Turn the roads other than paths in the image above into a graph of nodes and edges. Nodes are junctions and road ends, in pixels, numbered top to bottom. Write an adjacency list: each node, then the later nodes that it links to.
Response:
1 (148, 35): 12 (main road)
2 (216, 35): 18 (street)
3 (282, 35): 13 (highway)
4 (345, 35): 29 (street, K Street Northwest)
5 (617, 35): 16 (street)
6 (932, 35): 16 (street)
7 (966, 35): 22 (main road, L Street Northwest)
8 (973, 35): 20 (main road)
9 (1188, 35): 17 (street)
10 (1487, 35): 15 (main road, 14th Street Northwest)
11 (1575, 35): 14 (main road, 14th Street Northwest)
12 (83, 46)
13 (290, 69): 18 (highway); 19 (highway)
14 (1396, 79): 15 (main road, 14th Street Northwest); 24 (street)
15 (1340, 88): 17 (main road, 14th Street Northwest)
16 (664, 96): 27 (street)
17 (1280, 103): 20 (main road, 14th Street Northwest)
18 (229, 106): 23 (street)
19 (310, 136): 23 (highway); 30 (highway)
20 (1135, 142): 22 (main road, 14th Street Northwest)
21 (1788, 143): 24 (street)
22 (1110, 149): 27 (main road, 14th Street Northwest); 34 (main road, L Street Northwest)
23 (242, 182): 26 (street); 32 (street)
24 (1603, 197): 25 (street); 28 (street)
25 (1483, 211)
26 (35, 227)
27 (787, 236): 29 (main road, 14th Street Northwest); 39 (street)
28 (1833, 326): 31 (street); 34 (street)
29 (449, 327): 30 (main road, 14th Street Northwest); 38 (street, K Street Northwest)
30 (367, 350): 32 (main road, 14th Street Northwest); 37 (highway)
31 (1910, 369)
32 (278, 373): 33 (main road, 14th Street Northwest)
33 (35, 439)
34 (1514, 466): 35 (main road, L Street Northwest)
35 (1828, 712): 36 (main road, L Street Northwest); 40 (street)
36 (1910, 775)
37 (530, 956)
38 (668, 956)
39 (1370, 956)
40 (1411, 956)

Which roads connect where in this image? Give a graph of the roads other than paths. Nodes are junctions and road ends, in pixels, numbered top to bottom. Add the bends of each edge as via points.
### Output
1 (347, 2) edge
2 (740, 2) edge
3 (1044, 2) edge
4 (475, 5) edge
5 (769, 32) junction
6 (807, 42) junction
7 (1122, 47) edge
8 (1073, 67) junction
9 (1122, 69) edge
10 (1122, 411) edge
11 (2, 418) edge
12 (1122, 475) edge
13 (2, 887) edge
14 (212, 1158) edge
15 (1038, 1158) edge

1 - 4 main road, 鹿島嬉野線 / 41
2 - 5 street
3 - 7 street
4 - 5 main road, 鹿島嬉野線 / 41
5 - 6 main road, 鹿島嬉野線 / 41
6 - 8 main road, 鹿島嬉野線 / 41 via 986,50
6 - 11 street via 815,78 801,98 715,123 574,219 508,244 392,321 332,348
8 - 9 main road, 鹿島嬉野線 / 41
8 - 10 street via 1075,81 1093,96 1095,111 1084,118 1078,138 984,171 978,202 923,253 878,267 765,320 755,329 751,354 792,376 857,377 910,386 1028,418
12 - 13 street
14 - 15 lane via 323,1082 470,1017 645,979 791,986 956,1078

===============

_About this task_:
Each line of the material above should be restated word for word.

_Solved exercise_:
Turn the roads other than paths in the image above into a graph of nodes and edges. Nodes are junctions and road ends, in pixels, numbered top to bottom. Write an adjacency list: each node, then the later nodes that it links to.
Response:
1 (148, 35): 12 (main road)
2 (216, 35): 18 (street)
3 (282, 35): 13 (highway)
4 (345, 35): 29 (street, K Street Northwest)
5 (617, 35): 16 (street)
6 (932, 35): 16 (street)
7 (966, 35): 22 (main road, L Street Northwest)
8 (973, 35): 20 (main road)
9 (1188, 35): 17 (street)
10 (1487, 35): 15 (main road, 14th Street Northwest)
11 (1575, 35): 14 (main road, 14th Street Northwest)
12 (83, 46)
13 (290, 69): 18 (highway); 19 (highway)
14 (1396, 79): 15 (main road, 14th Street Northwest); 24 (street)
15 (1340, 88): 17 (main road, 14th Street Northwest)
16 (664, 96): 27 (street)
17 (1280, 103): 20 (main road, 14th Street Northwest)
18 (229, 106): 23 (street)
19 (310, 136): 23 (highway); 30 (highway)
20 (1135, 142): 22 (main road, 14th Street Northwest)
21 (1788, 143): 24 (street)
22 (1110, 149): 27 (main road, 14th Street Northwest); 34 (main road, L Street Northwest)
23 (242, 182): 26 (street); 32 (street)
24 (1603, 197): 25 (street); 28 (street)
25 (1483, 211)
26 (35, 227)
27 (787, 236): 29 (main road, 14th Street Northwest); 39 (street)
28 (1833, 326): 31 (street); 34 (street)
29 (449, 327): 30 (main road, 14th Street Northwest); 38 (street, K Street Northwest)
30 (367, 350): 32 (main road, 14th Street Northwest); 37 (highway)
31 (1910, 369)
32 (278, 373): 33 (main road, 14th Street Northwest)
33 (35, 439)
34 (1514, 466): 35 (main road, L Street Northwest)
35 (1828, 712): 36 (main road, L Street Northwest); 40 (street)
36 (1910, 775)
37 (530, 956)
38 (668, 956)
39 (1370, 956)
40 (1411, 956)

Which roads connect where in this image? Give a graph of the roads other than paths. Nodes are junctions and road ends, in pixels, numbered top to bottom. Add the bends of each edge as via points.
### Output
1 (347, 2) edge
2 (740, 2) edge
3 (1044, 2) edge
4 (475, 5) edge
5 (769, 32) junction
6 (807, 42) junction
7 (1122, 47) edge
8 (1073, 67) junction
9 (1122, 69) edge
10 (1122, 411) edge
11 (2, 418) edge
12 (1122, 475) edge
13 (2, 887) edge
14 (212, 1158) edge
15 (1038, 1158) edge

1 - 4 main road, 鹿島嬉野線 / 41
2 - 5 street
3 - 7 street
4 - 5 main road, 鹿島嬉野線 / 41
5 - 6 main road, 鹿島嬉野線 / 41
6 - 8 main road, 鹿島嬉野線 / 41 via 986,50
6 - 11 street via 815,78 801,98 715,123 574,219 508,244 392,321 332,348
8 - 9 main road, 鹿島嬉野線 / 41
8 - 10 street via 1075,81 1093,96 1095,111 1084,118 1078,138 984,171 978,202 923,253 878,267 765,320 755,329 751,354 792,376 857,377 910,386 1028,418
12 - 13 street
14 - 15 lane via 323,1082 470,1017 645,979 791,986 956,1078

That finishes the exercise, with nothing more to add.